Transferring to different countries during my childhood and young adulthood, I always searched for myself. More than that, I tried to fit into the community that I was living in at the time. I was unsure who I am or who I should be or who I can be.
In many cases, transferring between different societies have projected contradictory messages. For example, a society encouraged normalisations that you don’t stand out whilst next society embraced individual autonomy that you are unique human being. In addition, I have grow up in the condition that I tried to meet expectations of my parents, being a good girl, being a trustworthy person.
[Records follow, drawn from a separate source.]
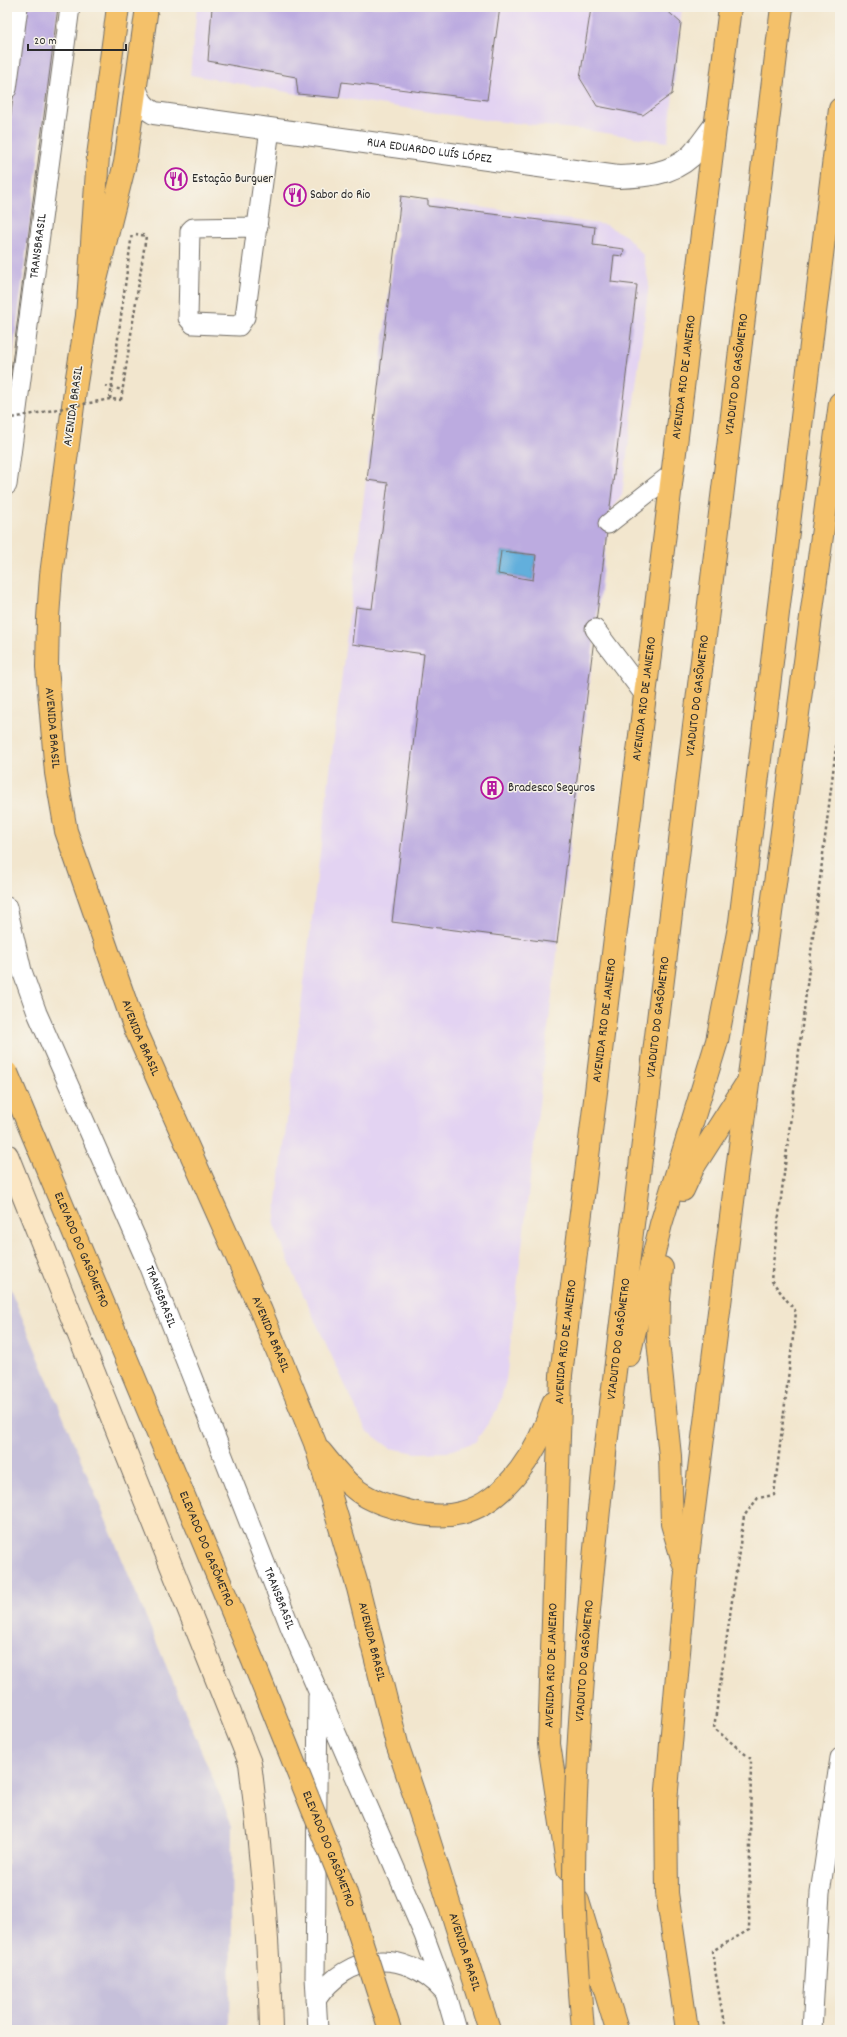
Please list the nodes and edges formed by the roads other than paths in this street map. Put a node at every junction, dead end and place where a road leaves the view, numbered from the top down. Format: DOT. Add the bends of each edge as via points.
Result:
graph roads {
  1 [pos="18,7"];
  2 [pos="70,7"];
  3 [pos="118,7"];
  4 [pos="147,7"];
  5 [pos="730,7"];
  6 [pos="782,7"];
  7 [pos="7,89"];
  8 [pos="136,90"];
  9 [pos="840,109"];
  10 [pos="716,124"];
  11 [pos="270,129"];
  12 [pos="258,227"];
  13 [pos="87,316"];
  14 [pos="840,402"];
  15 [pos="673,473"];
  16 [pos="7,485"];
  17 [pos="608,524"];
  18 [pos="595,629"];
  19 [pos="644,694"];
  20 [pos="7,907"];
  21 [pos="7,1073"];
  22 [pos="748,1082"];
  23 [pos="7,1155"];
  24 [pos="561,1374"];
  25 [pos="315,1443"];
  26 [pos="605,1453"];
  27 [pos="686,1572"];
  28 [pos="318,1688"];
  29 [pos="840,1758"];
  30 [pos="445,1992"];
  31 [pos="316,2000"];
  32 [pos="271,2030"];
  33 [pos="318,2030"];
  34 [pos="390,2030"];
  35 [pos="456,2030"];
  36 [pos="489,2030"];
  37 [pos="583,2030"];
  38 [pos="617,2030"];
  39 [pos="687,2030"];
  40 [pos="812,2030"];
  1 -- 7 [label="lane"];
  2 -- 16 [label="lane, TRANSBRASIL"];
  3 -- 13 [label="highway" via="98,156"];
  4 -- 8 [label="highway, AVENIDA BRASIL"];
  5 -- 10 [label="highway, AVENIDA RIO DE JANEIRO"];
  6 -- 26 [label="highway, VIADUTO DO GASÔMETRO"];
  8 -- 11 [label="street, RUA EDUARDO LUÍS LÓPEZ" via="140,102 154,113"];
  8 -- 13 [label="highway, AVENIDA BRASIL" via="126,163"];
  9 -- 26 [label="highway" via="732,971 717,1041 661,1224"];
  10 -- 11 [label="street, RUA EDUARDO LUÍS LÓPEZ" via="691,156 678,165 648,176 618,177"];
  10 -- 15 [label="highway, AVENIDA RIO DE JANEIRO"];
  11 -- 12 [label="lane"];
  12 -- 12 [label="lane" via="245,317 239,326 193,324 188,318 190,231 193,228"];
  13 -- 25 [label="highway, AVENIDA BRASIL" via="51,575 48,618 50,720 66,830 134,1026 261,1311"];
  14 -- 22 [label="highway"];
  15 -- 17 [label="lane"];
  15 -- 19 [label="highway, AVENIDA RIO DE JANEIRO"];
  18 -- 19 [label="lane"];
  19 -- 24 [label="highway, AVENIDA RIO DE JANEIRO"];
  20 -- 28 [label="lane, TRANSBRASIL" via="22,971 37,1013 148,1265 291,1629"];
  21 -- 34 [label="highway, ELEVADO DO GASÔMETRO, bridge" via="339,1876"];
  22 -- 27 [label="highway"];
  22 -- 27 [label="highway" via="694,1166 678,1201 664,1252 658,1341 670,1456 672,1524"];
  23 -- 32 [label="main road" via="250,1763 268,1939"];
  24 -- 25 [label="highway" via="541,1439 513,1478 498,1493 461,1513 437,1516 382,1504 354,1488 334,1469"];
  24 -- 38 [label="highway, AVENIDA RIO DE JANEIRO" via="549,1744 568,1868"];
  25 -- 36 [label="highway, AVENIDA BRASIL" via="358,1588 397,1744 424,1821"];
  26 -- 37 [label="highway, VIADUTO DO GASÔMETRO, bridge" via="591,1584 576,1787 574,1878"];
  27 -- 39 [label="highway" via="666,1801 667,1893"];
  28 -- 30 [label="lane, TRANSBRASIL" via="424,1936"];
  28 -- 31 [label="lane"];
  29 -- 40 [label="lane" via="820,1893"];
  30 -- 31 [label="lane" via="413,1967 384,1961 356,1966 338,1975 323,1989"];
  30 -- 35 [label="lane, TRANSBRASIL"];
  31 -- 33 [label="lane"];
}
I thought I received such message from my parents and society that this is how I should be, how I should behave, how I should react, how I should learn, how I should achieve… The list went on.
If you’re always trying to be normal, you will never know how amazing you can be.Maya Angelou
I didn’t know what’s ‘normal’ but I tried to be ‘normal’ so I fit in, so I don’t stand out, so I can say ‘I am normal’. I guess, more I chase for ‘normal’ me; I am lost. I am so lost in myself. Some days I think I can recognise qualities of me that I want to keep, they were shinning jewels. Other days, even those qualities I thought I once had was so dull and I can’t even see the light in them anymore. Then I start to question, were they really my qualities? were they really something I wanted to hold on to? I believed if they should be in my life, then they should be loosing their lights butt they did. Then, I felt that I have lost in myself again. I felt like I had nothing I can tell others about my quality. Well, in reality, no one ask such question though.
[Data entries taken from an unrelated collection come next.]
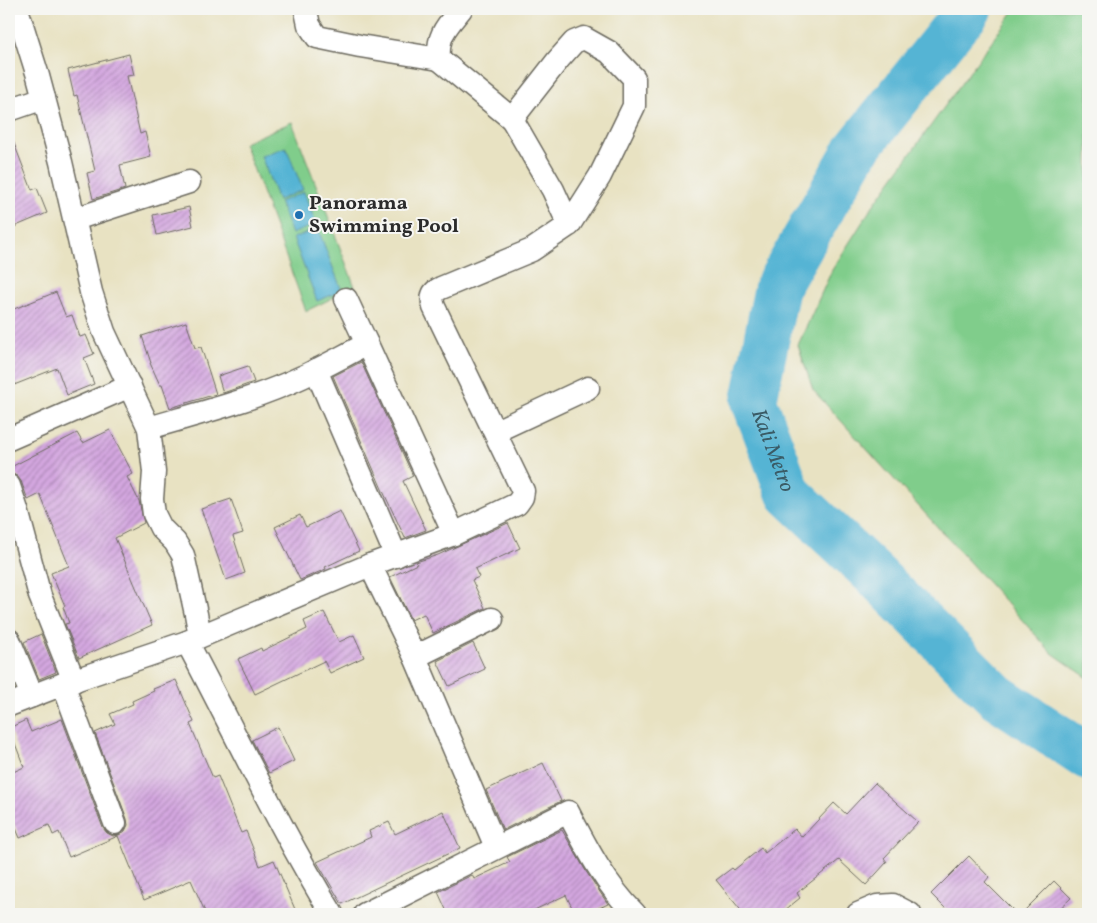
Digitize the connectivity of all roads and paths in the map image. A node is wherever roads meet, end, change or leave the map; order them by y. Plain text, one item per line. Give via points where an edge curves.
1 (18, 9) edge
2 (461, 9) edge
3 (306, 11) dead end
4 (439, 59) junction
5 (44, 98) junction
6 (9, 110) edge
7 (512, 119) junction
8 (189, 182) dead end
9 (75, 219) junction
10 (570, 225) junction
11 (346, 299) dead end
12 (367, 344) junction
13 (316, 370) junction
14 (130, 386) junction
15 (588, 388) dead end
16 (149, 428) junction
17 (496, 431) junction
18 (9, 439) edge
19 (9, 486) edge
20 (454, 534) junction
21 (396, 556) junction
22 (370, 566) junction
23 (492, 619) dead end
24 (193, 639) junction
25 (9, 640) edge
26 (415, 657) junction
27 (69, 683) junction
28 (32, 696) junction
29 (9, 705) edge
30 (115, 823) dead end
31 (496, 847) junction
32 (332, 914) edge
33 (365, 914) edge
34 (635, 914) edge
35 (858, 914) edge
36 (910, 914) edge

1 - 5 street
2 - 4 street via 443,32 438,46
3 - 4 street via 309,25 317,36
4 - 7 street
5 - 6 street
5 - 9 street
7 - 10 street
7 - 10 street via 574,42 584,38 609,52 634,78 634,106 600,176
8 - 9 street
9 - 14 street via 91,292 104,332
10 - 17 street via 532,250 433,294 434,307
11 - 12 street
12 - 13 street
12 - 20 street
13 - 16 street via 267,392
13 - 21 street
14 - 16 street
14 - 18 street
15 - 17 street
16 - 24 street via 154,514 182,556 196,614
17 - 20 street via 523,491 522,497 517,504
19 - 27 street
20 - 21 street
21 - 22 street
22 - 24 street
22 - 26 street
23 - 26 street
24 - 27 street
24 - 32 street via 234,737 306,873
25 - 28 street
26 - 31 street
27 - 28 street
27 - 30 street
28 - 29 street
31 - 33 street
31 - 34 street via 568,812 612,889
35 - 36 street via 877,906 893,905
Recently, I think I have found myself. I have felt that I am connected to myself. I finally know myself. I know where I am standing and I am able to see where I am going. I have a gained strong sense of clarity about myself. Then, I realised trying to be ‘normal’ me becomes irrelevant in my life. It is their map and not mine. I feel that I am firmly standing on the ground on my feet and walking the path I have chosen to walk. I am proud to walk this path on my feet.
What is the path you have chosen to walk?
Who’s the normal you that you are searching for?
Who are you trying to trace?
Who’s real you?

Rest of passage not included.